Maman et tous voulaient se promener le soir, mais je voulus rentrer, je ne trouve aucun plaisir à rôder par les boulevards. De plus je voulais me retrouver avec le duc de Hamilton. Plus mon cœur est plein, plus j'ai à dire, plus j'ai envie de penser à lui; comme si je lui parlais. Et alors je suis soulagée, il me semble que j'ai partagé ma trop grande peine ou mon trop grand bonheur. C'est bête puisqu'il ne me comprend pas.

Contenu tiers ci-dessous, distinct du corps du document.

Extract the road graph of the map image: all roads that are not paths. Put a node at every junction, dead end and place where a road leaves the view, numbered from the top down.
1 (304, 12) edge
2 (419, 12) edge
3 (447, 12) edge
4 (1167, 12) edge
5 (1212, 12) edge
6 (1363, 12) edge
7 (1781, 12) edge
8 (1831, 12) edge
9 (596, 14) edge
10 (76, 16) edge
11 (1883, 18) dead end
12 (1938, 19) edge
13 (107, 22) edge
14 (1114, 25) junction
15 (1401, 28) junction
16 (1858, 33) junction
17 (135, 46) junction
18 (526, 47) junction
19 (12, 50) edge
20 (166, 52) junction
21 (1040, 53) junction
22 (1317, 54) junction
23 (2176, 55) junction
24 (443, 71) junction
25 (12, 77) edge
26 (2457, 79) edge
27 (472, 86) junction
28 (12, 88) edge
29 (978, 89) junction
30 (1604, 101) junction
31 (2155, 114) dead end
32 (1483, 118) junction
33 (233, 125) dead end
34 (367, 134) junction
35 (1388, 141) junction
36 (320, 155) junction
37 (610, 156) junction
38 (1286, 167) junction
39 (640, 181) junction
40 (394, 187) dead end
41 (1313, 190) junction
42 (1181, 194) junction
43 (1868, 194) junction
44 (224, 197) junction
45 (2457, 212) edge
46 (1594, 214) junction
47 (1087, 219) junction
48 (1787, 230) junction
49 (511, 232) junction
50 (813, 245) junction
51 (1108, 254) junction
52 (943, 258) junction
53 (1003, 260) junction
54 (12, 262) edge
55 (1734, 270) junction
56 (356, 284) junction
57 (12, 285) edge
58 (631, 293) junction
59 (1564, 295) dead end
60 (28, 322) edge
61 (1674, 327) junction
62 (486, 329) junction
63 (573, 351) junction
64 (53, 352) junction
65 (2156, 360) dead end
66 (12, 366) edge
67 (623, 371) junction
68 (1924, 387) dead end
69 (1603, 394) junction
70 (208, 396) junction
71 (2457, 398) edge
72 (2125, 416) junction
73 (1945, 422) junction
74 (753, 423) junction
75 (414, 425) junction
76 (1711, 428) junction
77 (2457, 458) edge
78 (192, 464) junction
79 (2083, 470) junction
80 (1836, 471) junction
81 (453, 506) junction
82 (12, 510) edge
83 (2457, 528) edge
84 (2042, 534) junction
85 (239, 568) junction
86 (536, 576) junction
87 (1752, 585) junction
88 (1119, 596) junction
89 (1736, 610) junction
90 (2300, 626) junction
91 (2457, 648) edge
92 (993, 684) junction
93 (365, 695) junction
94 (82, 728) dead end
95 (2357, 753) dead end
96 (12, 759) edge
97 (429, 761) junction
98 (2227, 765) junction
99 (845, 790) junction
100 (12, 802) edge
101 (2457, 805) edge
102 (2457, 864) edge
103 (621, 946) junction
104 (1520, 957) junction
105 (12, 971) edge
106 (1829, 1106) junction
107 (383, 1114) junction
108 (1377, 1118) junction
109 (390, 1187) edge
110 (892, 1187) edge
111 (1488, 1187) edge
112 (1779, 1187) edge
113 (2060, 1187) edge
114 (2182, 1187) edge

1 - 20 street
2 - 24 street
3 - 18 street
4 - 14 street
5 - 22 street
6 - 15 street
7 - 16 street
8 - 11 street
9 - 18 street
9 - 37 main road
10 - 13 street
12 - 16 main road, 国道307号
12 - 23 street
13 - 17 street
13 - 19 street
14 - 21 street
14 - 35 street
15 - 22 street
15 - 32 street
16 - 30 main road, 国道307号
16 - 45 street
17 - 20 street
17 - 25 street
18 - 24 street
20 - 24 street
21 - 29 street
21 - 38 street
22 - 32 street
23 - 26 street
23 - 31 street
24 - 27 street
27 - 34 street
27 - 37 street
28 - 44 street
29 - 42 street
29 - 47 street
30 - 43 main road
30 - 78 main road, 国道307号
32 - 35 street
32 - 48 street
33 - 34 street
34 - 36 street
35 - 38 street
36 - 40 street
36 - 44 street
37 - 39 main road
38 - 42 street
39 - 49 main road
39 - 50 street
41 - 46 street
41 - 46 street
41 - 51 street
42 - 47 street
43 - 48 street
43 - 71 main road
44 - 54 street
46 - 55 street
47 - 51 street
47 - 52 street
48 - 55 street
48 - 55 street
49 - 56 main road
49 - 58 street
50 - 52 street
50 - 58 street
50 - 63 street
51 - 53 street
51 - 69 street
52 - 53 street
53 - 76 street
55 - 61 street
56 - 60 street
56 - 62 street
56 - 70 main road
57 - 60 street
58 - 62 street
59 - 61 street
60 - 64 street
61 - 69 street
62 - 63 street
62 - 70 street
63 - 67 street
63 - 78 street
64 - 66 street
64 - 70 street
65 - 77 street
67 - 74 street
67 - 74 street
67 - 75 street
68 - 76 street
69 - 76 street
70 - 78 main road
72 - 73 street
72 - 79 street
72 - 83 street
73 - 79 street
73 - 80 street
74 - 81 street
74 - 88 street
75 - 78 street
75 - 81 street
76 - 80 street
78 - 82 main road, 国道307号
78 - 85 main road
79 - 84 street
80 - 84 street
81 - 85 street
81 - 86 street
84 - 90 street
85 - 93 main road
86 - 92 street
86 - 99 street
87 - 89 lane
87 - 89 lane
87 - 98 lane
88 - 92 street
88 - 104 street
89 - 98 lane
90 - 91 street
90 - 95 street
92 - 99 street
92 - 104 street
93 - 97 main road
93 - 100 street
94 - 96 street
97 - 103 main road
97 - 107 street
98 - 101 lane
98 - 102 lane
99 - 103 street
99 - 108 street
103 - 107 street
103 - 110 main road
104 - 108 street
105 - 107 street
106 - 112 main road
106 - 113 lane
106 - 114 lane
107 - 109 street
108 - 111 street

Ils devaient me laisser à l'hôtel et continuer leurs ramblings, mais au moment où nous touchions la porte, le diacre nous présente M. le prince Jacqua de Bikowsky, le tenant par le collet. Ce misérable petit fou est devenu presque idiot à force d'être fat. Il est divertissant, misérable, et cela fait de la peine de le voir. Quand on pense qu'il écrit sur ses cartes le prince Jacqua de Bikowsky !!
Il m'a empêché ma soirée. Cet être digne ou indigne de pitié a mangé ce qu'il avait, sa tante l'a mis à la porte et le voilà dépourvu de tout.
Miséréré !
Pourquoi dit-on que la femme qui aime trop le monde ne peut pas être une bonne femme, épouse ? Je crois tout le contraire, du moins pour moi. Car, plus j'irais dans le monde, plus je verrais de monde, plus je serais heureuse, gaie, éblouie; plus je voudrais me retrouver avec celui que j'aime, lui parler, lui dire ce que je pense ! Jamais il ne me quitterait, les amants suivent bien leurs maîtresses, pourquoi un mari ne suivrait-il pas sa femme ? Quand il l'aime [Rayé: sans doute] bien entendu.
Est-ce vrai que les titres de mari et de femme détruisent tout amour, toute poésie ? Non, je ne veux point croire cela, mon cœur est trop jeune pour le croire. Je crois que je ne penserai jamais autrement.